For me, Boone Hall stood in marked contrast to Sullivan’s Island. While at McCleod plantation I felt as though I was in the presence of history. This was largely due to the fact that the buildings had not been maintained over the years, and therefore I knew I was looking at the exact same structures that slaves and their owners had looked at over two hundred years ago. We were given the unique opportunity to stand inside one of the slave cabins which brought about many questions and emotions. When standing inside an original slave cabin my mind ran wild with images of what had gone on in the room I was standing in. It was unbelievable to stand in the same room as families had years ago and wonder what had gone on in that room.

Upon arriving at Boone Hall plantation it was easy to tell that the slave cabins were not in their original condition. I felt as though this took away from its power. I likened this to my experience on my term abroad in China. I was fortunate enough to walk on two sections of the Great Wall. The first section had been restored using modern technology and although stunning, I was not able to feel as though I was in the presence of a historically significant object. However, the second section of the Wall I climbed was in its original state and was crumbling in several sections. While I know that this section of the Wall will eventually deteriorate, I was able to look at it and know that those stones had not been moved in thousands of years, thus making the Wall more historically significant.

What shocked me more about Boone Hall plantation was the information that was shared about living conditions for slaves. Slave cabins were decorated with luxuries that would not have been available, most notably a large pantry full of food and nice clothing on the manikins. The final cabin was especially thought provoking for me because it summarized the entire African American experience in the United States in a two minute video highlighting the “progress” that had been made. The video ended in a crescendo showing President Obama, signifying that the struggle was over. To me, this video seemed to portray slavery as an American success story; with citizens willingly realizing that they were wrong and granting freedom and equality to black citizens.

Our group discussed the reality that the majority of Americans do not want to pay to visit a monument that will make them uncomfortable… I felt as though the historical “picking and choosing” took away from the significance of Boone Hall plantation, while McCleod plantation allowed us to have our own experiences and made no attempt to justify the actions of slave owners by stating that conditions were tolerable and slaves were content.

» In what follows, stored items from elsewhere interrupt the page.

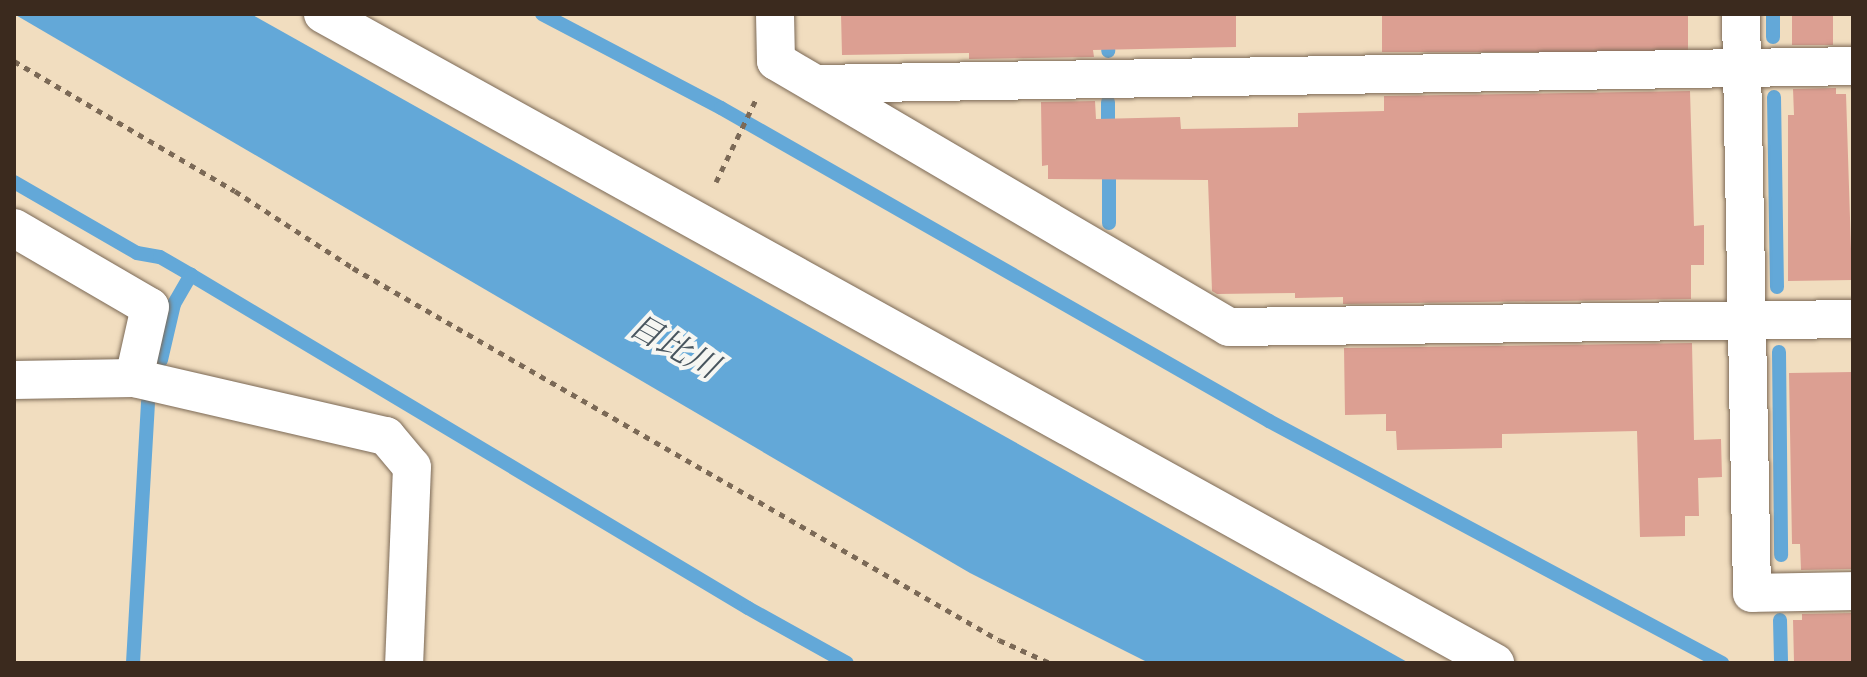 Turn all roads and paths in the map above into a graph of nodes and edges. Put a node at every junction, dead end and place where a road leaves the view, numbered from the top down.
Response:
1 (323, 14) edge
2 (775, 14) edge
3 (1741, 14) edge
4 (14, 61) edge
5 (1853, 66) edge
6 (1742, 68) junction
7 (815, 84) junction
8 (753, 107) dead end
9 (696, 220) junction
10 (14, 228) edge
11 (1853, 319) edge
12 (1747, 320) junction
13 (134, 378) junction
14 (14, 380) edge
15 (1853, 591) edge
16 (404, 663) edge
17 (1050, 663) edge
18 (1495, 663) edge

1 - 9 street
2 - 7 street
3 - 6 street
4 - 17 path
5 - 6 street
6 - 7 street
6 - 12 street
7 - 12 street
8 - 9 path
9 - 18 street
10 - 13 street
11 - 12 street
12 - 15 street
13 - 14 street
13 - 16 street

Sarayfah: Boone Hall highlighted the “numbness” that exists in the black community in the South. The fact that the café displayed racialized figurines for customers to purchase was not only shocking, but was degrading. What struck me the most about the figurine of the “mammy” was that she was fat with a red bonnet and the only facial features that were distinguishable were her eyes. Why is this a top selling item at Boone Hall? Why do people look at this figurine and describe it as “cute”? The fact that a “numbness” exists leads me to believe that racism still exists. Taking small actions like refusing to buy these figurines speaks volumes. It almost begs the need for another movement to ensure that history is displayed accurately. The black community HAS TO awaken from its tolerance of just making it and brushing off insults and regain pride in what it means to be an African-American.